What is required: Although the data below holds other lines too, output only those from the line with "ring mcp: (291, 274)" up to and including the line with "pinky tip: (644, 221)", exactly as they appear.

Data to examine:
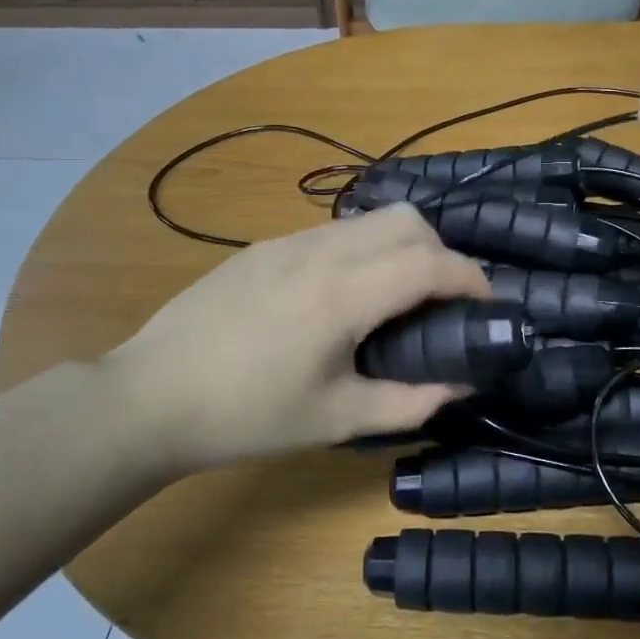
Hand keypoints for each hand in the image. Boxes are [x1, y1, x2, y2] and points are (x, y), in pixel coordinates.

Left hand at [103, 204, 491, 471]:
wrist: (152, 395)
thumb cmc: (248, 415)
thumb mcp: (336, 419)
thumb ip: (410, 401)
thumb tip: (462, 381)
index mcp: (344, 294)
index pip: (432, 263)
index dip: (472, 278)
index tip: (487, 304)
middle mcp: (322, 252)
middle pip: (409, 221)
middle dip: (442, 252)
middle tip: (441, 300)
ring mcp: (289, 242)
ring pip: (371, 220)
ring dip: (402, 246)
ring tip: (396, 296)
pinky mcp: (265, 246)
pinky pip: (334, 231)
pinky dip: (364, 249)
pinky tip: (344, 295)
* * *
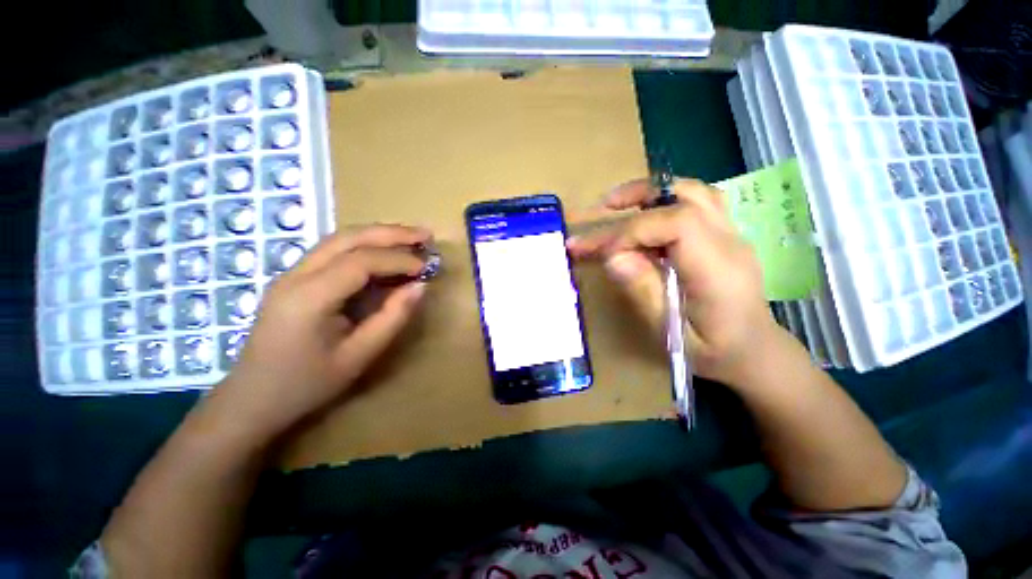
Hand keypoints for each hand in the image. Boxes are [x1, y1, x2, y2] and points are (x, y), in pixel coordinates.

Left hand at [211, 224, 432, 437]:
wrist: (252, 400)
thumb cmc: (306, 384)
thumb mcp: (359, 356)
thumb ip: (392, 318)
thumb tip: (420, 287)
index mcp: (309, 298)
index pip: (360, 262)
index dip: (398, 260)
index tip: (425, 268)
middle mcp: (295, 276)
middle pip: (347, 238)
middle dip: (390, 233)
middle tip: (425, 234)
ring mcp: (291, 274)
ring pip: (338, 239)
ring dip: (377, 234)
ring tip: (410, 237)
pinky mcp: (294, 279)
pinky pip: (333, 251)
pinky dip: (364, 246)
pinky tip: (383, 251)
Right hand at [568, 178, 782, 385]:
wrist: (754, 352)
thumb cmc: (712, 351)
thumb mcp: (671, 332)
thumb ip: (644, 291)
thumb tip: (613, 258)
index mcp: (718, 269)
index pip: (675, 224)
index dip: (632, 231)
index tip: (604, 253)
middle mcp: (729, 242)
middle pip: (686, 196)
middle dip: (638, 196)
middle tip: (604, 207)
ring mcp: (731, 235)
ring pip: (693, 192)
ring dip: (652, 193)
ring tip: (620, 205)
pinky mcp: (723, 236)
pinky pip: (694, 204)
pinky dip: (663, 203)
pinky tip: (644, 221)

Result of the task:
ring mcp: (291, 274)
ring pip: (338, 239)
ring dip: (377, 234)
ring tip: (410, 237)
pinky mcp: (294, 279)
pinky pip: (333, 251)
pinky dip: (364, 246)
pinky tip: (383, 251)
Right hand at [568, 178, 782, 385]:
wrist: (754, 352)
thumb cmc: (712, 351)
thumb mcp: (671, 332)
thumb ip: (644, 291)
thumb tip: (613, 258)
index mcp: (718, 269)
index pip: (675, 224)
index dip: (632, 231)
index tip: (604, 253)
middle mcp: (729, 242)
middle pip: (686, 196)
middle dip: (638, 196)
middle tip: (604, 207)
ring mcp: (731, 235)
ring pip: (693, 192)
ring dip: (652, 193)
ring tip: (620, 205)
pinky mcp: (723, 236)
pinky pip: (694, 204)
pinky dip: (663, 203)
pinky tip: (644, 221)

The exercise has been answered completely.